(Extracted data entries)
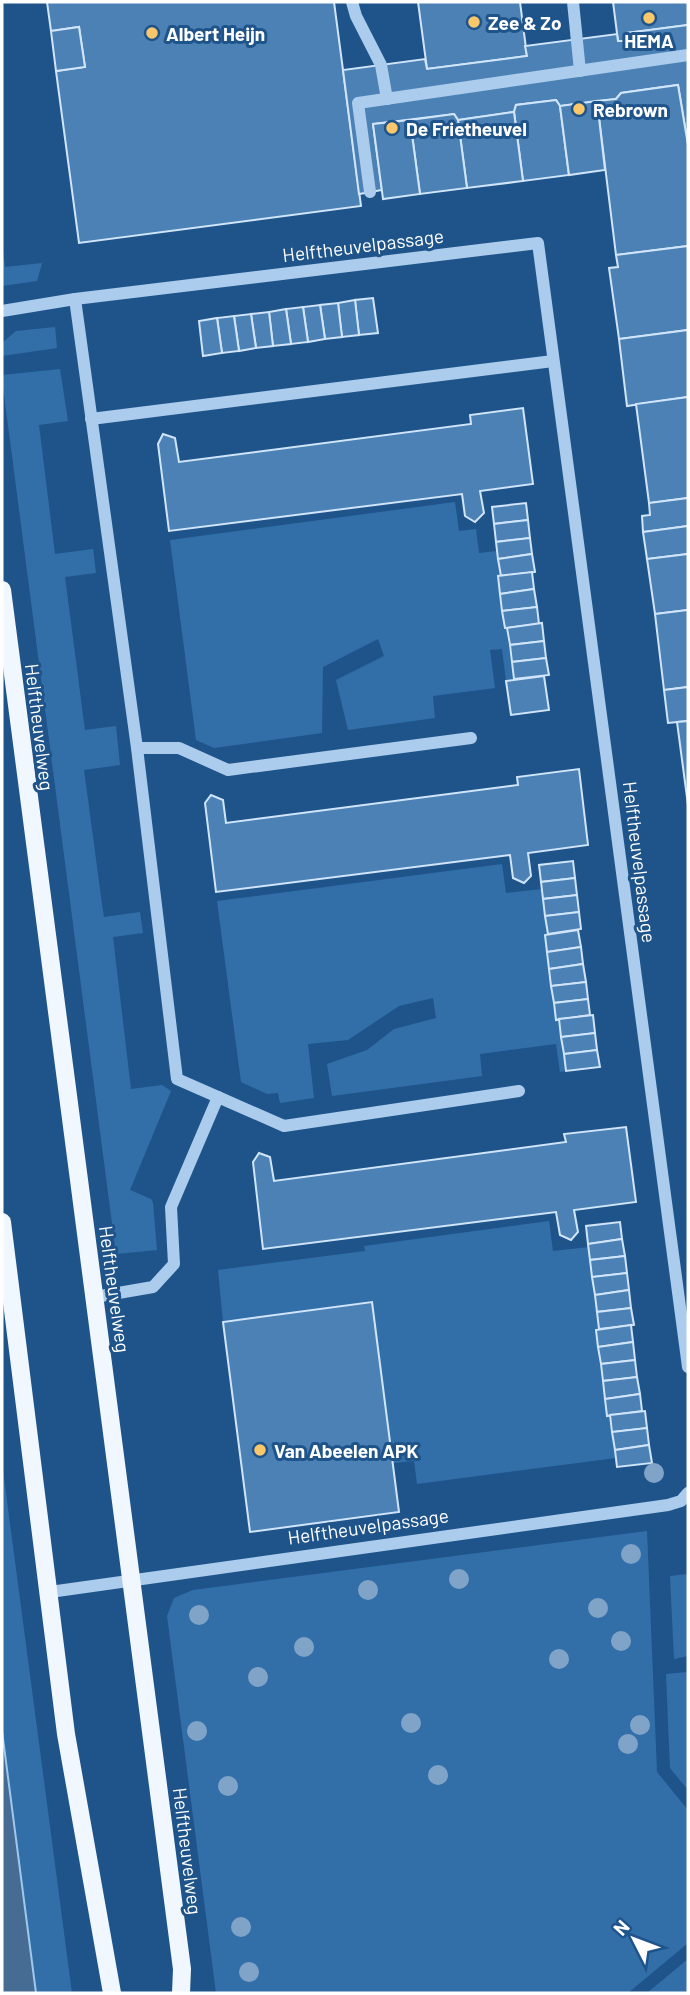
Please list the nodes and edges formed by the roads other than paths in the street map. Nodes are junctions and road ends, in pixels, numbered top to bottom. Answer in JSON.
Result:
{"nodes":[{"id":1,"x":352,"y":2,"type":"edge"},
{"id":2,"x":573,"y":2,"type":"edge"},
{"id":3,"x":688,"y":55,"type":"edge"},
{"id":4,"x":580,"y":71,"type":"junction"},
{"id":5,"x":387,"y":99,"type":"junction"},
{"id":6,"x":370,"y":192,"type":"dead end"},
{"id":7,"x":75,"y":299,"type":"junction"},
{"id":8,"x":2,"y":311,"type":"edge"},
{"id":9,"x":554,"y":361,"type":"junction"},
{"id":10,"x":91,"y":419,"type":"junction"},
{"id":11,"x":2,"y":590,"type":"edge"},
{"id":12,"x":471,"y":738,"type":"dead end"},
{"id":13,"x":137,"y":748,"type":"junction"},
{"id":14,"x":519,"y":1091,"type":"dead end"},
{"id":15,"x":218,"y":1097,"type":"junction"},
{"id":16,"x":2,"y":1222,"type":"edge"},
{"id":17,"x":94,"y":1297,"type":"junction"},
{"id":18,"x":688,"y":1367,"type":"edge"},
{"id":19,"x":688,"y":1493,"type":"edge"},
{"id":20,"x":131,"y":1578,"type":"junction"},
{"id":21,"x":50,"y":1591,"type":"junction"},
{"id":22,"x":112,"y":1993,"type":"edge"},
{"id":23,"x":181,"y":1993,"type":"edge"}],
"edges":[{"from":1,"to":5,"type":"street"},
{"from":2,"to":4,"type":"street"},
{"from":3,"to":4,"type":"street"},
{"from":4,"to":5,"type":"street"},
{"from":5,"to":6,"type":"street"},
{"from":7,"to":8,"type":"street","name":"Helftheuvelpassage"},
{"from":7,"to":9,"type":"street","name":"Helftheuvelpassage"},
{"from":7,"to":10,"type":"street"},
{"from":9,"to":10,"type":"street"},
{"from":9,"to":18,"type":"street","name":"Helftheuvelpassage"},
{"from":10,"to":13,"type":"street"},
{"from":11,"to":17,"type":"main road","name":"Helftheuvelweg"},
{"from":12,"to":13,"type":"street"},
{"from":13,"to":15,"type":"street"},
{"from":14,"to":15,"type":"street"},
{"from":15,"to":17,"type":"street"},
{"from":16,"to":21,"type":"main road"},
{"from":17,"to":20,"type":"main road","name":"Helftheuvelweg"},
{"from":19,"to":20,"type":"street","name":"Helftheuvelpassage"},
{"from":20,"to":21,"type":"street","name":"Helftheuvelpassage"},
{"from":20,"to":23,"type":"main road","name":"Helftheuvelweg"},
{"from":21,"to":22,"type":"main road"}]}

**Exercise details**:
Output nothing but the records above, word for word, with the pictures removed.

**Output of the task**:
Please list the nodes and edges formed by the roads other than paths in the street map. Nodes are junctions and road ends, in pixels, numbered top to bottom. Answer in JSON.
Result:
{"nodes":[{"id":1,"x":352,"y":2,"type":"edge"},
{"id":2,"x":573,"y":2,"type":"edge"},
{"id":3,"x":688,"y":55,"type":"edge"},
{"id":4,"x":580,"y":71,"type":"junction"},
{"id":5,"x":387,"y":99,"type":"junction"},
{"id":6,"x":370,"y":192,"type":"dead end"},
{"id":7,"x":75,"y":299,"type":"junction"},
{"id":8,"x":2,"y":311,"type":"edge"},
{"id":9,"x":554,"y":361,"type":"junction"},
{"id":10,"x":91,"y":419,"type":"junction"},
{"id":11,"x":2,"y":590,"type":"edge"},
{"id":12,"x":471,"y":738,"type":"dead end"},
{"id":13,"x":137,"y":748,"type":"junction"},
{"id":14,"x":519,"y":1091,"type":"dead end"},
{"id":15,"x":218,"y":1097,"type":"junction"},
{"id":16,"x":2,"y":1222,"type":"edge"},
{"id":17,"x":94,"y":1297,"type":"junction"},
{"id":18,"x":688,"y":1367,"type":"edge"},
{"id":19,"x":688,"y":1493,"type":"edge"},
{"id":20,"x":131,"y":1578,"type":"junction"},
{"id":21,"x":50,"y":1591,"type":"junction"},
{"id":22,"x":112,"y":1993,"type":"edge"},
{"id":23,"x":181,"y":1993,"type":"edge"}],
"edges":[{"from":1,"to":5,"type":"street"},
{"from":2,"to":4,"type":"street"},
{"from":3,"to":4,"type":"street"},
{"from":4,"to":5,"type":"street"},
{"from":5,"to":6,"type":"street"},
{"from":7,"to":8,"type":"street","name":"Helftheuvelpassage"},
{"from":7,"to":9,"type":"street","name":"Helftheuvelpassage"},
{"from":7,"to":10,"type":"street"},
{"from":9,"to":10,"type":"street"},
{"from":9,"to":18,"type":"street","name":"Helftheuvelpassage"},
{"from":10,"to":13,"type":"street"},
{"from":11,"to":17,"type":"main road","name":"Helftheuvelweg"},
{"from":12,"to":13,"type":"street"},
{"from":13,"to":15,"type":"street"},
{"from":14,"to":15,"type":"street"},
{"from":15,"to":17,"type":"street"},
{"from":16,"to":21,"type":"main road"},
{"from":17,"to":20,"type":"main road","name":"Helftheuvelweg"},
{"from":19,"to":20,"type":"street","name":"Helftheuvelpassage"},
{"from":20,"to":21,"type":"street","name":"Helftheuvelpassage"},
{"from":20,"to":23,"type":"main road","name":"Helftheuvelweg"},
{"from":21,"to":22,"type":"main road"}]}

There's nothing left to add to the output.